On the one hand, this study is the first describing a FEZ1 gene expression change in peripheral blood of patients with SZ; on the other hand, this change corresponds to the down-regulation in prefrontal cortex and hippocampus of schizophrenic patients [9]. Due to the fact that FEZ1 interacts with DISC1, a susceptibility gene for major mental disorders to synergistically regulate dendritic growth of newborn neurons in the adult mouse hippocampus. We assume that any interaction related to another FEZ1 partner would be compromised or at least influenced due to changes in the expression of the FEZ1 transcript that would change the level of translated protein and its involvement in complexes associated with susceptibility for SZ functions (Figure 1).

Thus, our results provide support for a model of SZ pathogenesis that includes the regulatory effects on FEZ1 gene expression in peripheral blood specific for patients with exacerbation of SZ. One obvious limitation of previous expression studies is the use of human postmortem brain tissue for quantitative analyses of gene expression profile, primarily because postmortem brain tissue from SZ patients is extremely rare and highly prized. Additionally, identification of gene expression profile can be complicated by a variety of confounding factors such as pH, drugs, cause of death, etc. In contrast, in attempts to overcome these limitations, we used RNA storage and extraction systems that block and preserve RNA for downstream expression study, so that the expression level that we identified really reflects the current physiological state of the analyzed patients. All these changes in expression levels probably are not due to gene polymorphisms, as such was not detected in a large SZ cohort [19], but can be attributed to various epigenetic mechanisms that alter distinct molecular pathways.
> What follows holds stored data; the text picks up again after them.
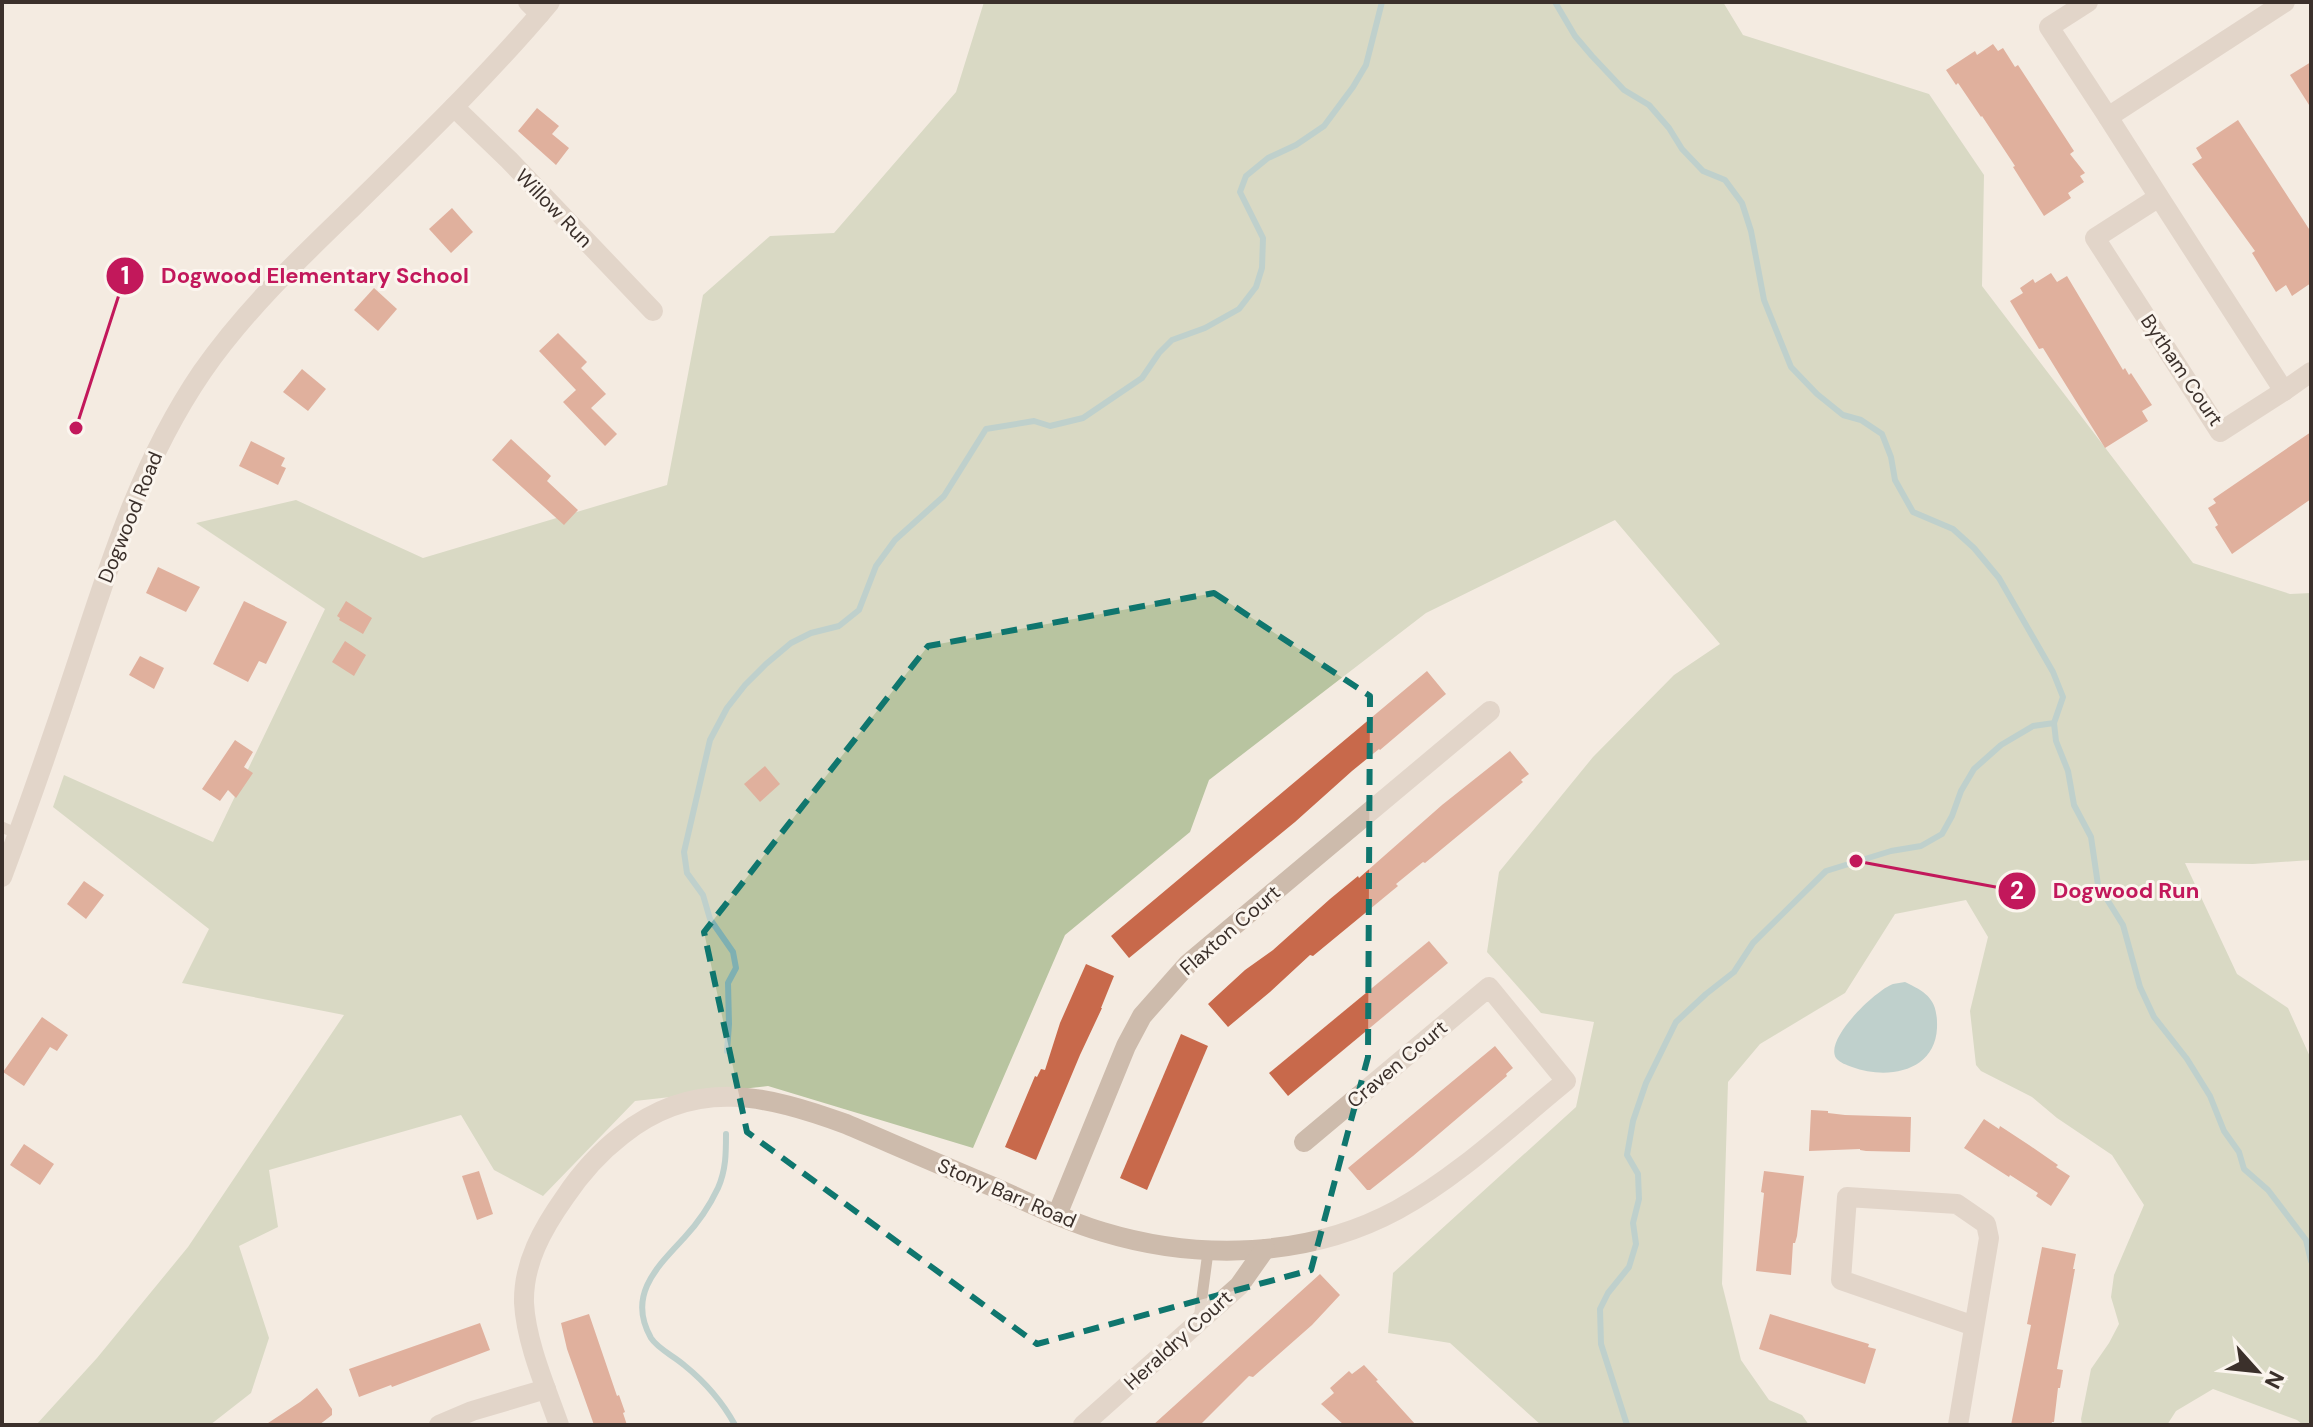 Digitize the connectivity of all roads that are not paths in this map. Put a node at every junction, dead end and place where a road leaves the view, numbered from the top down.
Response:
1 (2088, 2) edge
2 (2285, 2) edge
3 (539, 6) edge
4 (454, 107) junction
5 (2108, 117) junction
6 (2159, 197) junction
7 (653, 311) dead end
8 (2311, 372) edge
9 (2284, 391) junction
10 (1490, 711) dead end
11 (10, 830) edge
12 (2, 877) edge
13 (1489, 987) joint
14 (1304, 1142) dead end
15 (1057, 1215) junction
16 (1265, 1249) junction
17 (1208, 1252) junction
18 (1198, 1323) junction
19 (1974, 1326) junction
20 (546, 1389) junction
21 (439, 1425) edge
22 (559, 1425) edge
23 (1083, 1425) edge
24 (1958, 1425) edge

1 - 5 street
2 - 5 street
3 - 4 street, Dogwood Road
4 - 7 street, Willow Run
4 - 11 street, Dogwood Road
5 - 6 street
6 - 9 street
6 - 9 street, Bytham Court
8 - 9 street
10 - 15 street, Flaxton Court
11 - 12 street, Dogwood Road
13 - 14 street, Craven Court
13 - 16 street, Stony Barr Road
15 - 17 street, Stony Barr Road
15 - 20 street, Stony Barr Road
16 - 17 street, Stony Barr Road
16 - 18 street, Heraldry Court
17 - 18 lane
18 - 23 street, Heraldry Court
19 - 19 street
19 - 24 street
20 - 21 street
20 - 22 street, Stony Barr Road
As hypomethylation was observed in the exonic region of HTR2A and MB-COMT promoters in the DNA derived from saliva in SZ [20], it is possible that epigenetic factors leading to down-regulation of FEZ1 in schizophrenic brains may also reflect in peripheral blood and result in the reduction of the expression in these tissues. However, additional studies applying RNA sequencing analysis for identifying peripheral blood-based biomarkers that could represent brain expression and epigenetic aberrations remain a key step in implication of these findings in pathogenesis, diagnosis and future therapy.